### TASK GOAL
The lines to copy are those holding the string "Yorug" in the entries below.
[[ ENTRIES SHOWN, beginning ]]
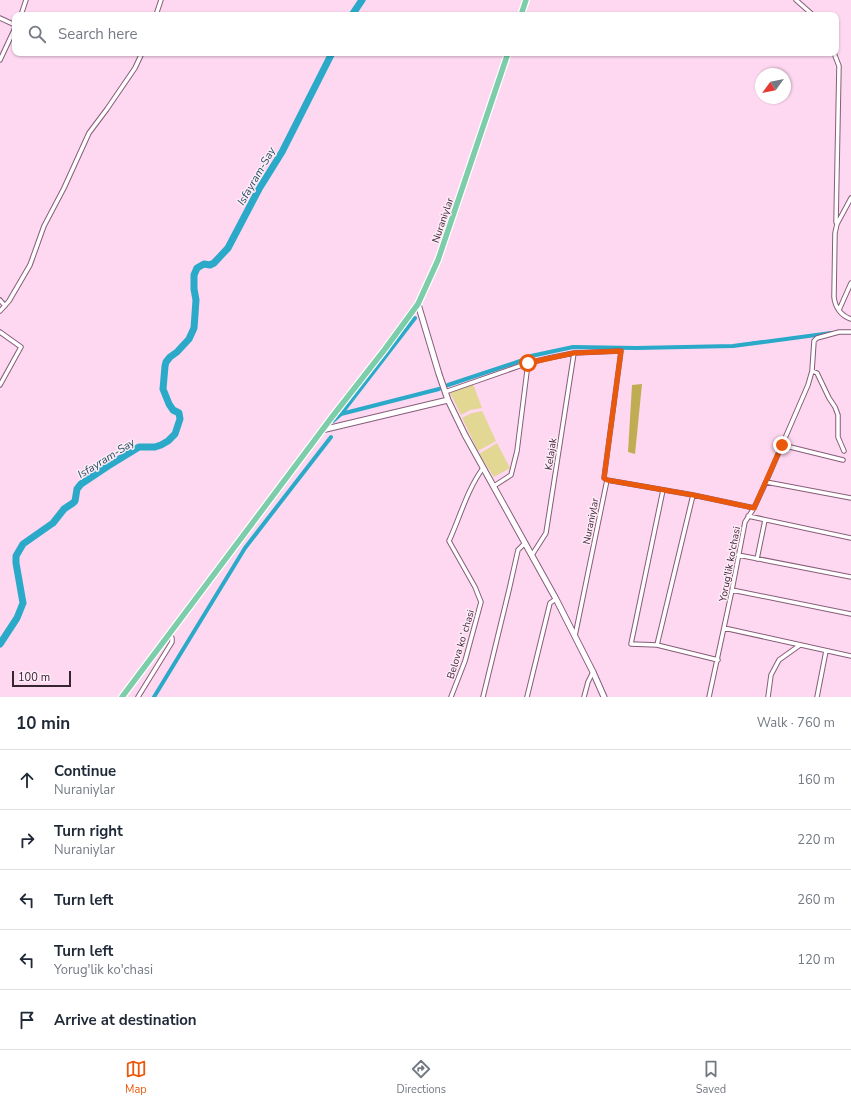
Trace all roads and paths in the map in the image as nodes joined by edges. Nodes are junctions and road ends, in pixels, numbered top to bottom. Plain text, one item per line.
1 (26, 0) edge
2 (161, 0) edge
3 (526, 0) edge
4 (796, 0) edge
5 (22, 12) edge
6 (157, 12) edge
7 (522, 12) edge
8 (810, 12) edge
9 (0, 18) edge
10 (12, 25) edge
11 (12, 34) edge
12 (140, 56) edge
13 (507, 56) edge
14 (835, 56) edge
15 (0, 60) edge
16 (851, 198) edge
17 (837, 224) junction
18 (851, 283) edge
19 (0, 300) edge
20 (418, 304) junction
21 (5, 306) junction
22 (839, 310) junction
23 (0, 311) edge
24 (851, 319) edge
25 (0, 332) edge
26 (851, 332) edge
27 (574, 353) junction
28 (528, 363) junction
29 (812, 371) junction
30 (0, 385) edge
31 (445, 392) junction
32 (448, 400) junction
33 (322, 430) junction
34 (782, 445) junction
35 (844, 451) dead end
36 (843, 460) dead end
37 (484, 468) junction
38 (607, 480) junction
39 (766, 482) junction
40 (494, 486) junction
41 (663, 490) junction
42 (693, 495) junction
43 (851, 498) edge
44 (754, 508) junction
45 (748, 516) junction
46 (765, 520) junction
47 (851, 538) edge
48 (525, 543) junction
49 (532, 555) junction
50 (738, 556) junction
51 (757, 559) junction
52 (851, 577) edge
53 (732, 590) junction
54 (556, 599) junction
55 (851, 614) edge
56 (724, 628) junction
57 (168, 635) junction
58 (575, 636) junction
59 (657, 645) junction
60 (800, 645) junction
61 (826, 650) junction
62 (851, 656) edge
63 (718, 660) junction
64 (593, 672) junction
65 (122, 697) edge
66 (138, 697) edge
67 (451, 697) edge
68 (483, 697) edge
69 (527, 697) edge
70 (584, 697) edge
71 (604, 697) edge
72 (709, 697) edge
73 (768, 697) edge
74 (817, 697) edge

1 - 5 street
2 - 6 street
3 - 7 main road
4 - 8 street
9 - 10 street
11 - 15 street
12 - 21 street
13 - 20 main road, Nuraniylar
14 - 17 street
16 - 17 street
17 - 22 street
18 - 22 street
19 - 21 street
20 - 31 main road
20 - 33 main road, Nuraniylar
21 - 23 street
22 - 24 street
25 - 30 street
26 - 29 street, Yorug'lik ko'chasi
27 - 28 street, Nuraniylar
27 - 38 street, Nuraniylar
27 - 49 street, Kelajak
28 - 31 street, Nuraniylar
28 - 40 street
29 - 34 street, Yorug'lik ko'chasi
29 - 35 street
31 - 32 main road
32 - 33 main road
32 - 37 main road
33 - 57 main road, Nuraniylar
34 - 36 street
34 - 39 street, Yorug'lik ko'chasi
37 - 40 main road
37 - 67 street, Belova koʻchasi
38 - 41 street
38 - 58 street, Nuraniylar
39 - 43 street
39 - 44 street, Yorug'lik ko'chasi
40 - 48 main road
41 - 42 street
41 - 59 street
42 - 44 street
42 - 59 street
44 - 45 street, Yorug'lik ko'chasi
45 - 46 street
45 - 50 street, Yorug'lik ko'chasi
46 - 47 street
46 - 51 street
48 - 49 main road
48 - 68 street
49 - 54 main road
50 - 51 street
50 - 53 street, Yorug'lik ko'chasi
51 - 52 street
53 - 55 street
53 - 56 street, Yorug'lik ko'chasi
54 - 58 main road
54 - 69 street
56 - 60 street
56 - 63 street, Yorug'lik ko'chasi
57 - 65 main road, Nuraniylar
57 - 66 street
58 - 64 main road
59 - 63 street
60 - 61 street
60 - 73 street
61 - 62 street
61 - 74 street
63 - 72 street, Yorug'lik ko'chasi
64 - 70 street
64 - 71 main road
[[ ENTRIES SHOWN, end ]]
### REPLY
26 - 29 street, Yorug'lik ko'chasi
29 - 34 street, Yorug'lik ko'chasi
34 - 39 street, Yorug'lik ko'chasi
39 - 44 street, Yorug'lik ko'chasi
44 - 45 street, Yorug'lik ko'chasi
45 - 50 street, Yorug'lik ko'chasi
50 - 53 street, Yorug'lik ko'chasi
53 - 56 street, Yorug'lik ko'chasi
56 - 63 street, Yorug'lik ko'chasi
63 - 72 street, Yorug'lik ko'chasi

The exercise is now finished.